Supplied material —
★ ★ ★ ★ ★
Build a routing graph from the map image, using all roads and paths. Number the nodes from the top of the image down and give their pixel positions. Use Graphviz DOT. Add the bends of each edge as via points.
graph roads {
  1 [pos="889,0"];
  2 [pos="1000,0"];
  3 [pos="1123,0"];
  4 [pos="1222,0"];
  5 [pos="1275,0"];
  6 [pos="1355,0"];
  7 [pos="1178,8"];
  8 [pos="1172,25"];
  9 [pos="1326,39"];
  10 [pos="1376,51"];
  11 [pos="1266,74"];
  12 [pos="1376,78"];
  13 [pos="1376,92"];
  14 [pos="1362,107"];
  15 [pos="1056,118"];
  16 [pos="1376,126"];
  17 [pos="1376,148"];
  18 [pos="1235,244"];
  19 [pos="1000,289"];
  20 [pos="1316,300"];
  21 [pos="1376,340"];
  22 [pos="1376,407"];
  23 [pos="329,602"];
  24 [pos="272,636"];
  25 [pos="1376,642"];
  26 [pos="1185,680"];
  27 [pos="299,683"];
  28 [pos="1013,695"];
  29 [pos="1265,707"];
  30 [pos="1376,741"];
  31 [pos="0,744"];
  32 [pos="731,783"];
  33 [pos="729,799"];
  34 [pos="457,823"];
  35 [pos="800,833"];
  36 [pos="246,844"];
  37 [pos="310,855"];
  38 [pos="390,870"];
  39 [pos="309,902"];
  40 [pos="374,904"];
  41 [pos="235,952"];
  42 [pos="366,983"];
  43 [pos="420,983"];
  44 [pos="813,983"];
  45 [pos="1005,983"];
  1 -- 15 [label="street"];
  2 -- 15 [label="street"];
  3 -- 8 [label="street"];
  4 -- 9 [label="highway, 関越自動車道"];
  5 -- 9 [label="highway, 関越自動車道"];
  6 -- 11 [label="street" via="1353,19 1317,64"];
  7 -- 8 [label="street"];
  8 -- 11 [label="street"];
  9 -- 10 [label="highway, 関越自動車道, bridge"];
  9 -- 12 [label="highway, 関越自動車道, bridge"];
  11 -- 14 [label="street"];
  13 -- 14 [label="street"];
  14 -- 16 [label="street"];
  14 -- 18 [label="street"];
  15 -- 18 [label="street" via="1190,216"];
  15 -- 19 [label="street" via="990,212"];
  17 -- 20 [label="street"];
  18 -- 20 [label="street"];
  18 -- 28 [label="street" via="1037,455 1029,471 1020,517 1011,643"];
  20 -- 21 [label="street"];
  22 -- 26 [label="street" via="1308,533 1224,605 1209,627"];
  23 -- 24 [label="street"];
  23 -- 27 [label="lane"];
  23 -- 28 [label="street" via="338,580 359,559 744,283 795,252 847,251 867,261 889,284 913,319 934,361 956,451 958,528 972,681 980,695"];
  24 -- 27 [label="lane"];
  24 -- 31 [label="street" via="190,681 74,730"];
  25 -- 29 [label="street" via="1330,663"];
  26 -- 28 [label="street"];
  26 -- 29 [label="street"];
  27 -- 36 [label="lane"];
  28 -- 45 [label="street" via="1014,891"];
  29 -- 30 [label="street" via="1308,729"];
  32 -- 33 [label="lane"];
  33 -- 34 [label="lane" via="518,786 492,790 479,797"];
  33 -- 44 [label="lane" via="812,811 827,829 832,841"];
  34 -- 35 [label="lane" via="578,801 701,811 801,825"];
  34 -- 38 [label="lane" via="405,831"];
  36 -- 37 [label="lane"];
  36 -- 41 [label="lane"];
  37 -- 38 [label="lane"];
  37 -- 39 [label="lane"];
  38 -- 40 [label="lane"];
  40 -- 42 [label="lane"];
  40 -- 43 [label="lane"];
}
★ ★ ★ ★ ★
How to complete this task —
Copy out every entry, keeping each line exactly as it is.

Solution to this task —
Build a routing graph from the map image, using all roads and paths. Number the nodes from the top of the image down and give their pixel positions. Use Graphviz DOT. Add the bends of each edge as via points.
graph roads {
  1 [pos="889,0"];
  2 [pos="1000,0"];
  3 [pos="1123,0"];
  4 [pos="1222,0"];
  5 [pos="1275,0"];
  6 [pos="1355,0"];
  7 [pos="1178,8"];
  8 [pos="1172,25"];
  9 [pos="1326,39"];
  10 [pos="1376,51"];
  11 [pos="1266,74"];
  12 [pos="1376,78"];
  13 [pos="1376,92"];
  14 [pos="1362,107"];
  15 [pos="1056,118"];
  16 [pos="1376,126"];
  17 [pos="1376,148"];
  18 [pos="1235,244"];
  19 [pos="1000,289"];
  20 [pos="1316,300"];
  21 [pos="1376,340"];
  22 [pos="1376,407"];
  23 [pos="329,602"];
  24 [pos="272,636"];
  25 [pos="1376,642"];
  26 [pos="1185,680"];
  27 [pos="299,683"];
  28 [pos="1013,695"];
  29 [pos="1265,707"];
  30 [pos="1376,741"];
  31 [pos="0,744"];
  32 [pos="731,783"];
  33 [pos="729,799"];
  34 [pos="457,823"];
  35 [pos="800,833"];
  36 [pos="246,844"];
  37 [pos="310,855"];
  38 [pos="390,870"];
  39 [pos="309,902"];
  40 [pos="374,904"];
  41 [pos="235,952"];
  42 [pos="366,983"];
  43 [pos="420,983"];
  44 [pos="813,983"];
  45 [pos="1005,983"];
  1 -- 15 [label="street"];
  2 -- 15 [label="street"];
  3 -- 8 [label="street"];
  4 -- 9 [label="highway, 関越自動車道"];
  5 -- 9 [label="highway, 関越自動車道"];
  6 -- 11 [label="street" via="1353,19 1317,64"];
  7 -- 8 [label="street"];
  8 -- 11 [label="street"];
  9 -- 10 [label="highway, 関越自動車道, bridge"];
  9 -- 12 [label="highway, 関越自動車道, bridge"];
  11 -- 14 [label="street"];
  13 -- 14 [label="street"];
  14 -- 16 [label="street"];
  14 -- 18 [label="street"];
  15 -- 18 [label="street" via="1190,216"];
  15 -- 19 [label="street" via="990,212"];
  17 -- 20 [label="street"];
  18 -- 20 [label="street"];
  18 -- 28 [label="street" via="1037,455 1029,471 1020,517 1011,643"];
  20 -- 21 [label="street"];
  22 -- 26 [label="street" via="1308,533 1224,605 1209,627"];
  23 -- 24 [label="street"];
  23 -- 27 [label="lane"];
  23 -- 28 [label="street" via="338,580 359,559 744,283 795,252 847,251 867,261 889,284 913,319 934,361 956,451 958,528 972,681 980,695"];
  24 -- 27 [label="lane"];
  24 -- 31 [label="street" via="190,681 74,730"];
  25 -- 29 [label="street" via="1330,663"];
  26 -- 28 [label="street"];
  26 -- 29 [label="street"];
  27 -- 36 [label="lane"];
  28 -- 45 [label="street" via="1014,891"];
  29 -- 30 [label="street" via="1308,729"];
  32 -- 33 [label="lane"];
  33 -- 34 [label="lane" via="518,786 492,790 479,797"];
  33 -- 44 [label="lane" via="812,811 827,829 832,841"];
  34 -- 35 [label="lane" via="578,801 701,811 801,825"];
  34 -- 38 [label="lane" via="405,831"];
  36 -- 37 [label="lane"];
  36 -- 41 [label="lane"];
  37 -- 38 [label="lane"];
  37 -- 39 [label="lane"];
  38 -- 40 [label="lane"];
  40 -- 42 [label="lane"];
  40 -- 43 [label="lane"];
}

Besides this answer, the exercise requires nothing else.